With affirmative action and DEI skewing admissions in college, medical school, and residency, there is no basis on which to peremptorily dismiss Dr. Goldfarb’s question, or its significance for medical care, science, and the dignity of minority professionals who would excel without preferences.

In STEM, selecting projects and people for reasons other than their benefits and capabilities causes errors and stifles innovation, both of which can cost many lives and billions of dollars. There is widespread agreement that U.S. innovation is slowing. While there may be numerous reasons, allocating federal funds for research based on ideology rather than promise, and substituting race for achievement, can only hasten the decline.

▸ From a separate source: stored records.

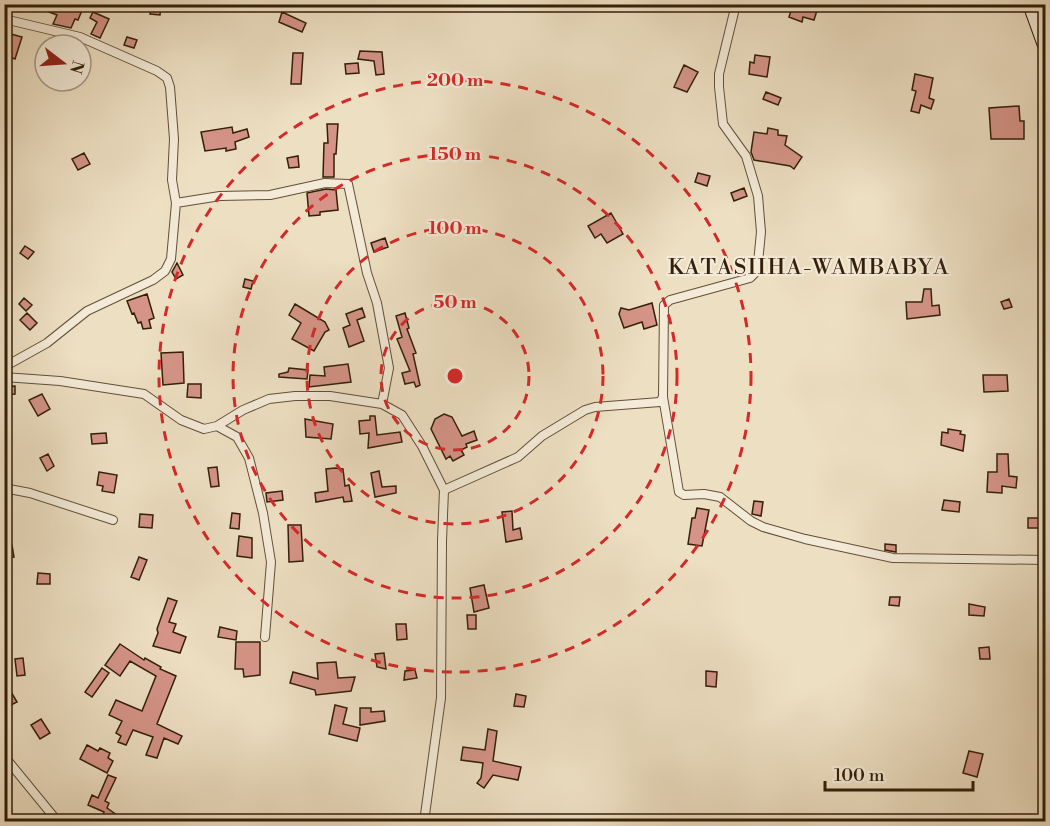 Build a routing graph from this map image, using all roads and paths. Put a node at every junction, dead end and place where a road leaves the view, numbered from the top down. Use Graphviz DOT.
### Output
graph roads {
  1 [pos="735,4"];
  2 [pos="1029,4"];
  3 [pos="4,19"];
  4 [pos="1044,43"];
  5 [pos="176,203"];
  6 [pos="4,367"];
  7 [pos="4,377"];
  8 [pos="663,397"];
  9 [pos="382,404"];
  10 [pos="217,426"];
  11 [pos="4,488"];
  12 [pos="444,490"];
  13 [pos="113,520"];
  14 [pos="1046,560"];
  15 [pos="265,638"];
  16 [pos="4,756"];
  17 [pos="58,822"];
  18 [pos="424,822"];
  1 -- 8 [label="street"];
  2 -- 4 [label="street"];
  3 -- 5 [label="street"];
  5 -- 6 [label="street"];
  5 -- 9 [label="street"];
  7 -- 10 [label="street"];
  8 -- 12 [label="street"];
  8 -- 14 [label="street"];
  9 -- 10 [label="street"];
  9 -- 12 [label="street"];
  10 -- 15 [label="street"];
  11 -- 13 [label="street"];
  12 -- 18 [label="street"];
  16 -- 17 [label="street"];
}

To a large degree, those of us who adhere to the belief that America must strive to be a color-blind society, with equality of opportunity, not outcome, have already lost if we must take refuge in the Constitution or laws passed in a more egalitarian time. Nonetheless, these goals — once the raison d’être of the civil-rights movement, and the hope of immigrants and minorities alike — remain valid. What was right in 1954, when the Supreme Court struck down “separate but equal,” and in 1963, when Martin Luther King Jr. talked of a nation in which his children would “not be judged by the color of their skin but by the content of their character,” is still right today. Equal opportunity, not equal outcome, is a core American value worth fighting for, particularly in STEM, where the alternative is not only amoral and unconstitutional, but also economically unsound and fatal.

Kenin M. Spivak is the founder and chairman of SMI Group LLC, an international consulting firm and investment bank, and a lifetime member of the National Association of Scholars.